What number of lines in the entries hold the string "田厝一街"? Answer with it alone.

### RECORD EXTRACTS
§ §

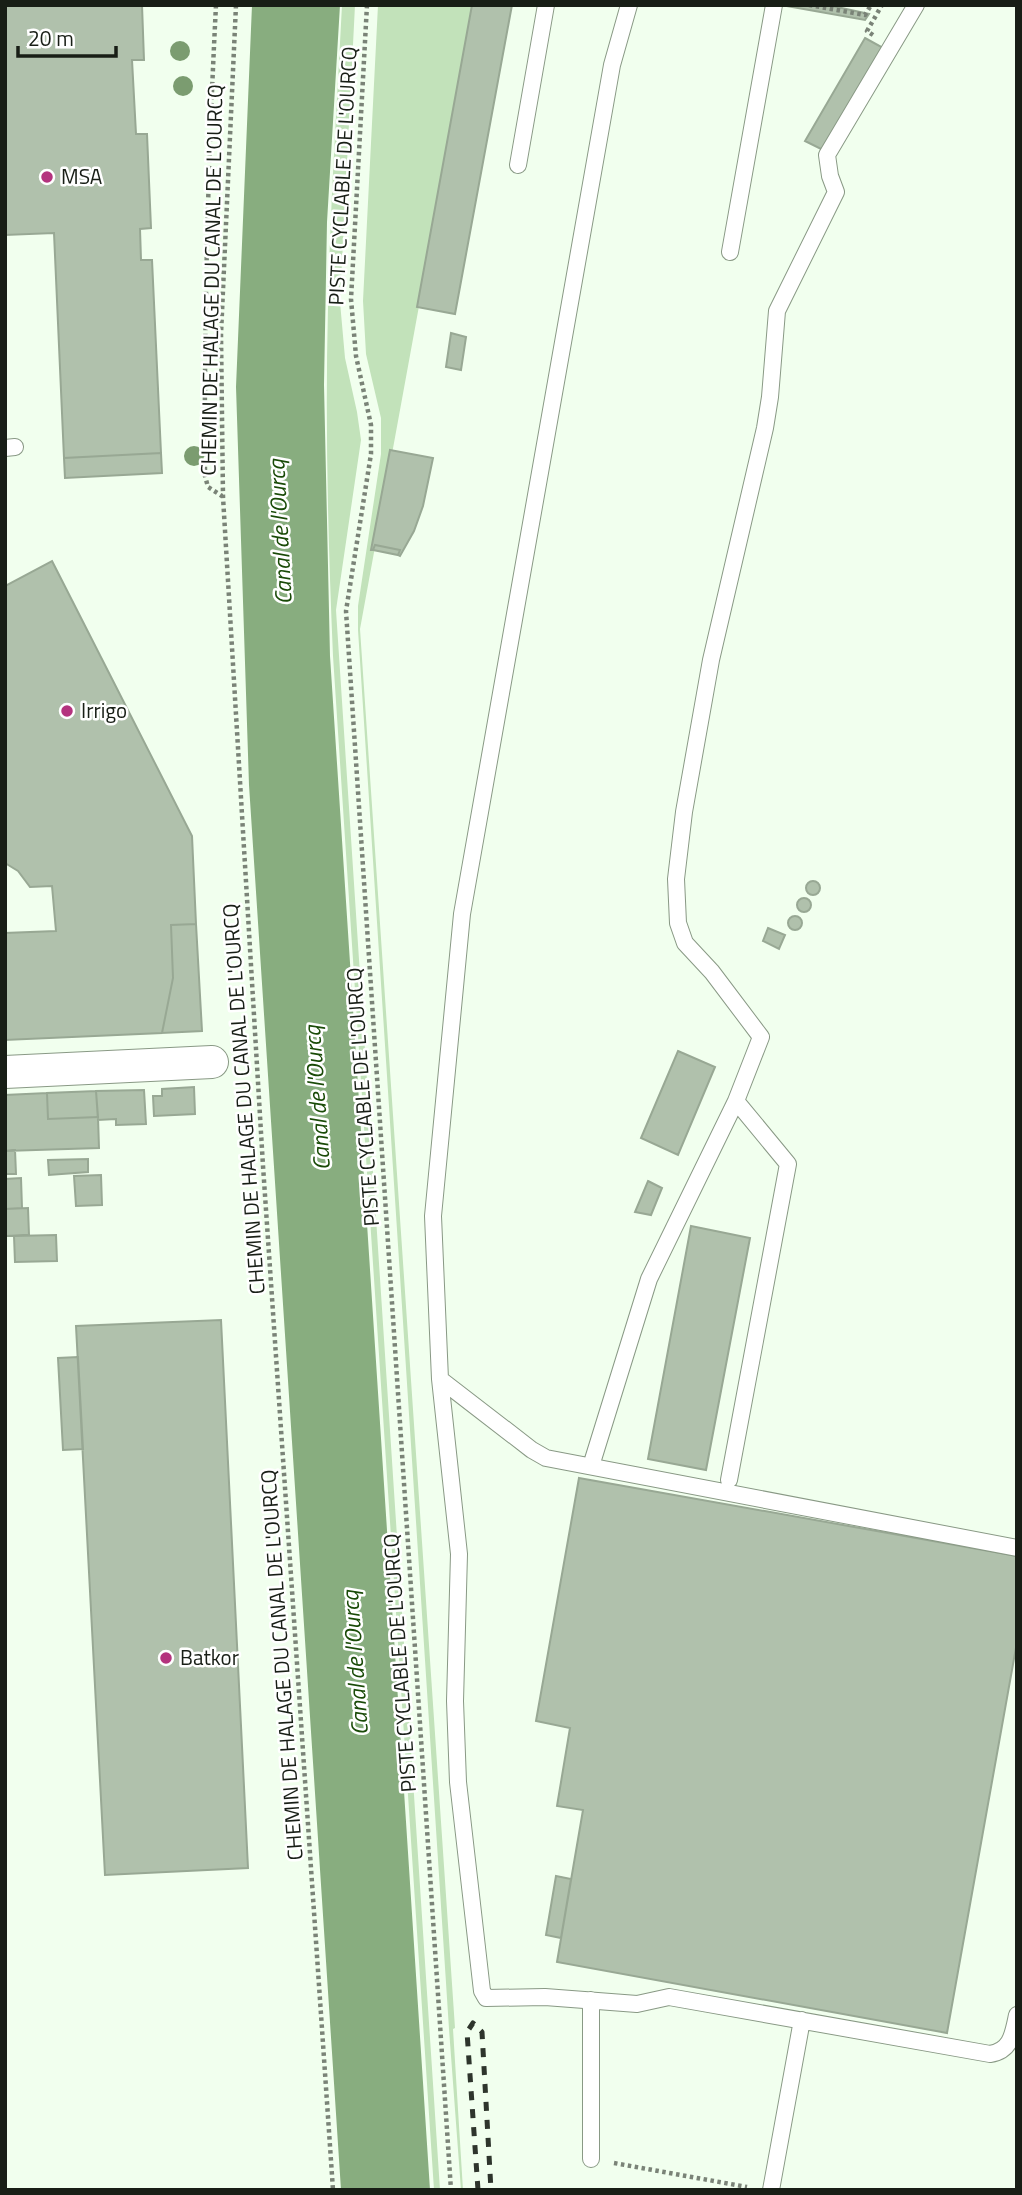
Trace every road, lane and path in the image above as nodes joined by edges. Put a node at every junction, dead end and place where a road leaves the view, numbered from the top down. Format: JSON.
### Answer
{"nodes":[{"id":1,"x":216,"y":5,"type":"edge"},
{"id":2,"x":236,"y":5,"type":"edge"},
{"id":3,"x":367,"y":5,"type":"edge"},
{"id":4,"x":547,"y":5,"type":"edge"},
{"id":5,"x":629,"y":5,"type":"edge"},
{"id":6,"x":774,"y":5,"type":"edge"},
{"id":7,"x":809,"y":5,"type":"edge"},
{"id":8,"x":871,"y":5,"type":"edge"},
{"id":9,"x":883,"y":5,"type":"edge"},
{"id":10,"x":916,"y":5,"type":"edge"},
{"id":11,"x":867,"y":31,"type":"dead end"},
{"id":12,"x":518,"y":165,"type":"dead end"},
{"id":13,"x":730,"y":252,"type":"dead end"},
{"id":14,"x":223,"y":497,"type":"junction"},
{"id":15,"x":212,"y":1062,"type":"dead end"},
{"id":16,"x":5,"y":1072,"type":"edge"},
{"id":17,"x":736,"y":1101,"type":"junction"},
{"id":18,"x":440,"y":1379,"type":"junction"},
{"id":19,"x":591,"y":1466,"type":"junction"},
{"id":20,"x":729,"y":1480,"type":"dead end"},
{"id":21,"x":1017,"y":1548,"type":"edge"},
{"id":22,"x":591,"y":2000,"type":"junction"},
{"id":23,"x":1017,"y":2015,"type":"edge"},
{"id":24,"x":802,"y":2020,"type":"junction"},
{"id":25,"x":591,"y":2159,"type":"joint"},
{"id":26,"x":764,"y":2189,"type":"edge"},
{"id":27,"x":332,"y":2190,"type":"edge"},
{"id":28,"x":451,"y":2190,"type":"edge"}],
"edges":[{"from":1,"to":14,"type":"path"},
{"from":2,"to":14,"type":"path","name":"CHEMIN DE HALAGE DU CANAL DE L'OURCQ"},
{"from":3,"to":28,"type":"path","name":"PISTE CYCLABLE DE L'OURCQ"},
{"from":4,"to":12,"type":"lane"},
{"from":5,"to":18,"type":"lane"},
{"from":6,"to":13,"type":"lane"},
{"from":7,"to":8,"type":"path"},
{"from":9,"to":11,"type":"path"},
{"from":10,"to":17,"type":"lane"},
{"from":14,"to":27,"type":"path","name":"CHEMIN DE HALAGE DU CANAL DE L'OURCQ"},
{"from":15,"to":16,"type":"street"},
{"from":17,"to":19,"type":"lane"},
{"from":17,"to":20,"type":"lane"},
{"from":18,"to":19,"type":"lane"},
{"from":18,"to":22,"type":"lane"},
{"from":19,"to":21,"type":"lane"},
{"from":22,"to":24,"type":"lane"},
{"from":22,"to":25,"type":"lane"},
{"from":23,"to":24,"type":"lane"},
{"from":24,"to":26,"type":"lane"},
{"from":25,"to":26,"type":"path"}]}
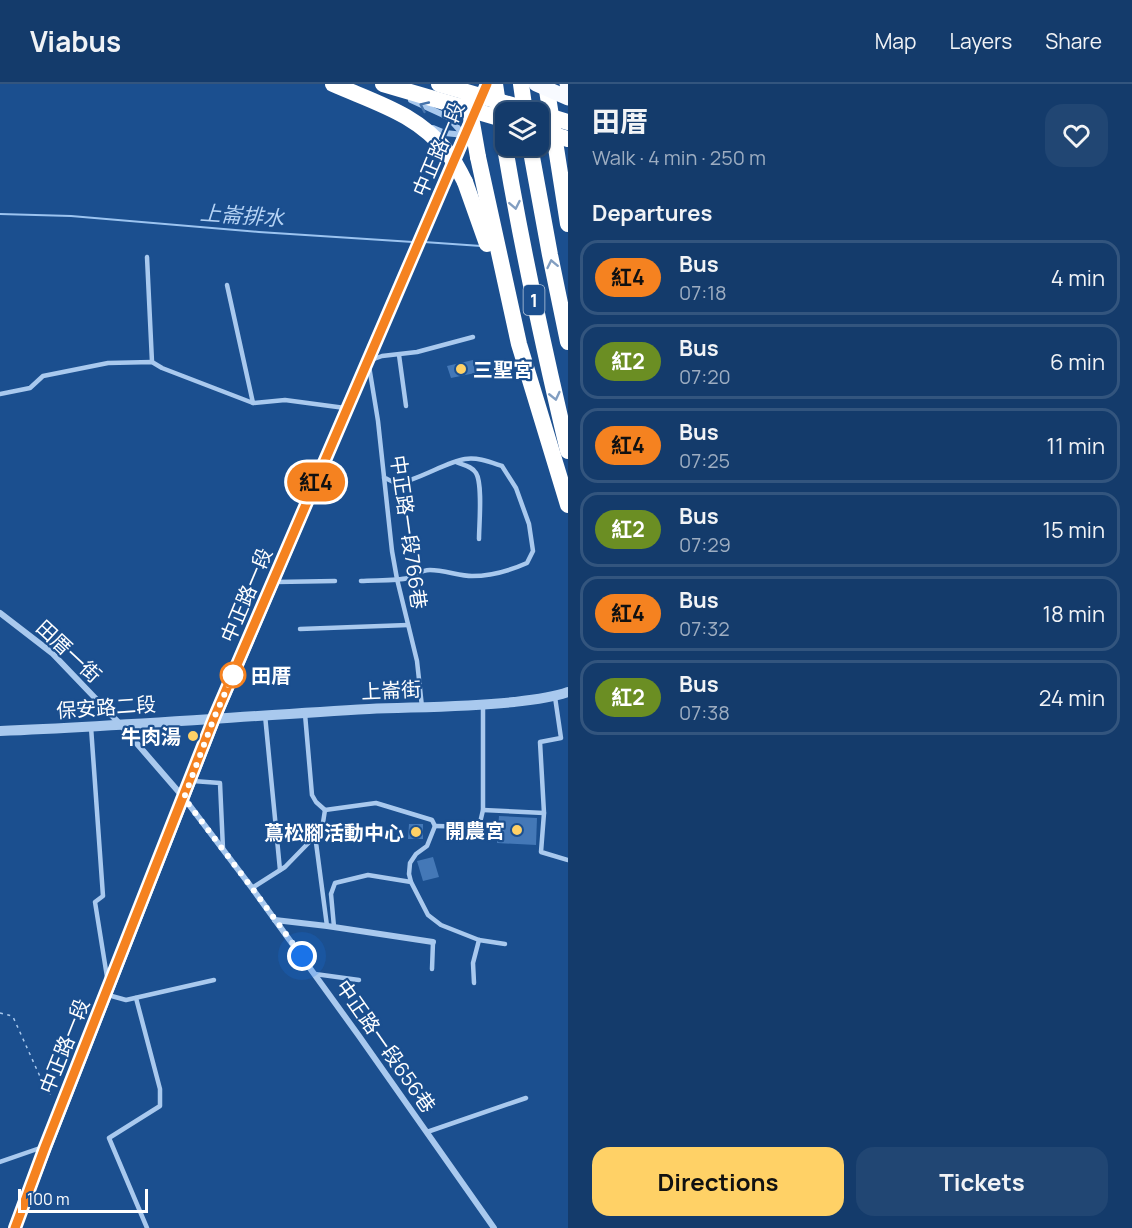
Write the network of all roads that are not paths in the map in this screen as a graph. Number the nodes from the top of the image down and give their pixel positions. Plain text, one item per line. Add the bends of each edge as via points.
1 (333, 84) edge
2 (378, 84) edge
3 (383, 84) edge
4 (439, 84) edge
5 (465, 84) edge
6 (487, 84) edge
7 (495, 84) edge
8 (521, 84) edge
9 (536, 84) edge
10 (546, 84) edge
11 (568, 98) edge
12 (500, 102) edge
13 (524, 102) edge
14 (549, 116) edge
15 (495, 117) edge
16 (568, 122) edge
17 (549, 133) edge
18 (465, 135) junction
19 (568, 139) edge
20 (532, 156) edge
21 (568, 224) edge
22 (147, 257) dead end
23 (227, 285) dead end
24 (473, 337) dead end
25 (568, 342) edge
26 (519, 344) junction
27 (399, 355) junction
28 (368, 360) junction
29 (152, 362) junction
30 (0, 394) edge
31 (253, 403) junction
32 (406, 406) dead end
33 (348, 409) junction
34 (568, 451) edge
35 (454, 461) junction
36 (384, 478) junction
37 (568, 505) edge
38 (478, 539) dead end
39 (397, 579) junction
40 (335, 581) dead end
41 (361, 581) dead end
42 (273, 582) junction
43 (0, 613) edge
44 (408, 625) junction
45 (300, 629) dead end
46 (568, 692) edge
47 (555, 697) junction
48 (483, 705) junction
49 (422, 707) junction
50 (305, 713) junction
51 (265, 715) junction
52 (214, 718) junction
53 (120, 724) junction
54 (91, 727) junction
55 (0, 731) edge
56 (190, 780) junction
57 (184, 798) junction
58 (325, 810) junction
59 (483, 810) junction
60 (544, 813) junction
61 (435, 826) junction
62 (315, 835) junction
63 (223, 849) junction
64 (568, 860) edge
65 (280, 870) junction
66 (411, 882) junction
67 (252, 888) junction
68 (275, 920) junction
69 (330, 926) junction
70 (478, 940) junction
71 (433, 942) joint
72 (506, 944) dead end
73 (432, 969) dead end
74 (315, 974) junction
75 (214, 980) dead end
76 (359, 980) dead end
77 (474, 983) dead end
78 (107, 991) junction
79 (136, 998) junction
80 (526, 1098) dead end
81 (427, 1131) junction
82 (45, 1147) junction
83 (0, 1162) edge
84 (15, 1228) edge
85 (147, 1228) edge
86 (494, 1228) edge

1 - 18 street via 445,133
1 - 26 highway, bridge via 402,114 428,132 448,154 477,213 514,339
18 -> 2 street via 448,117
3 - 15 highway, bridge
4 - 12 highway, bridge
5 - 26 highway, bridge
6 - 18 main road, 中正路一段
7 -> 34 highway, 1, bridge via 525,258
8 - 13 highway
9 - 11 highway, bridge
10 - 21 highway, bridge
14 - 16 highway, bridge
17 - 19 highway, bridge
18 - 28 main road, 中正路一段
25 -> 20 highway, 1
22 - 29 lane
23 - 31 lane
24 - 27 lane
26 - 37 highway
27 - 28 lane
27 - 32 lane
28 - 33 main road, 中正路一段
28 - 36 lane, 中正路一段766巷
29 - 30 lane via 108,363 43,376 30,388
29 - 31 lane
31 - 33 lane via 285,400
33 - 42 main road, 中正路一段
35 - 36 lane via 402,482
35 - 38 lane via 471,467 477,475
35 - 39 lane via 481,459 502,466 529,524 533,550 527,563 494,574 472,576 429,570
36 - 39 lane, 中正路一段766巷
39 - 41 lane
39 - 44 lane, 中正路一段766巷
40 - 42 lane
42 - 52 main road, 中正路一段
43 - 53 street, 田厝一街 via 52,653
44 - 45 lane
44 - 49 lane, 中正路一段766巷
46 - 47 street, 上崙街
47 - 48 street, 上崙街
47 - 60 lane via 561,738 540,742
48 - 49 street, 上崙街
48 - 59 lane
49 - 50 street, 上崙街
50 - 51 street, 上崙街
50 - 58 lane via 312,795
51 - 52 street, 上崙街
51 - 65 lane
52 - 53 street, 保安路二段
52 - 56 main road, 中正路一段
53 - 54 street, 保安路二段
53 - 57 street, 田厝一街
54 - 55 street, 保安路二段
54 - 78 lane via 103,896 95,902
56 - 57 main road, 中正路一段
56 - 63 lane via 220,783
57 - 63 street, 中正路一段656巷
57 - 78 main road, 中正路一段
58 - 61 lane via 375,803 432,820
58 - 62 lane via 322,829
59 - 60 lane
59 - 61 lane via 479,827
60 - 64 lane via 541,852
61 - 66 lane via 427,846 410,863
62 - 65 lane
62 - 69 lane
63 - 67 street, 中正路一段656巷
65 - 67 lane
66 - 69 lane via 368,875 335,883
66 - 70 lane via 428,915 441,925
67 - 68 street, 中正路一段656巷
68 - 69 street
68 - 74 street, 中正路一段656巷
69 - 71 street
70 - 72 lane
70 - 77 lane
71 - 73 lane
74 - 76 lane
74 - 81 street, 中正路一段656巷
75 - 79 lane
78 - 79 lane via 126,1000
78 - 82 main road, 中正路一段
79 - 85 lane via 160,1089 160,1106 109,1138
80 - 81 lane
81 - 86 street, 中正路一段656巷
82 - 83 lane
82 - 84 main road, 中正路一段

§ §

### WORKED SOLUTION
2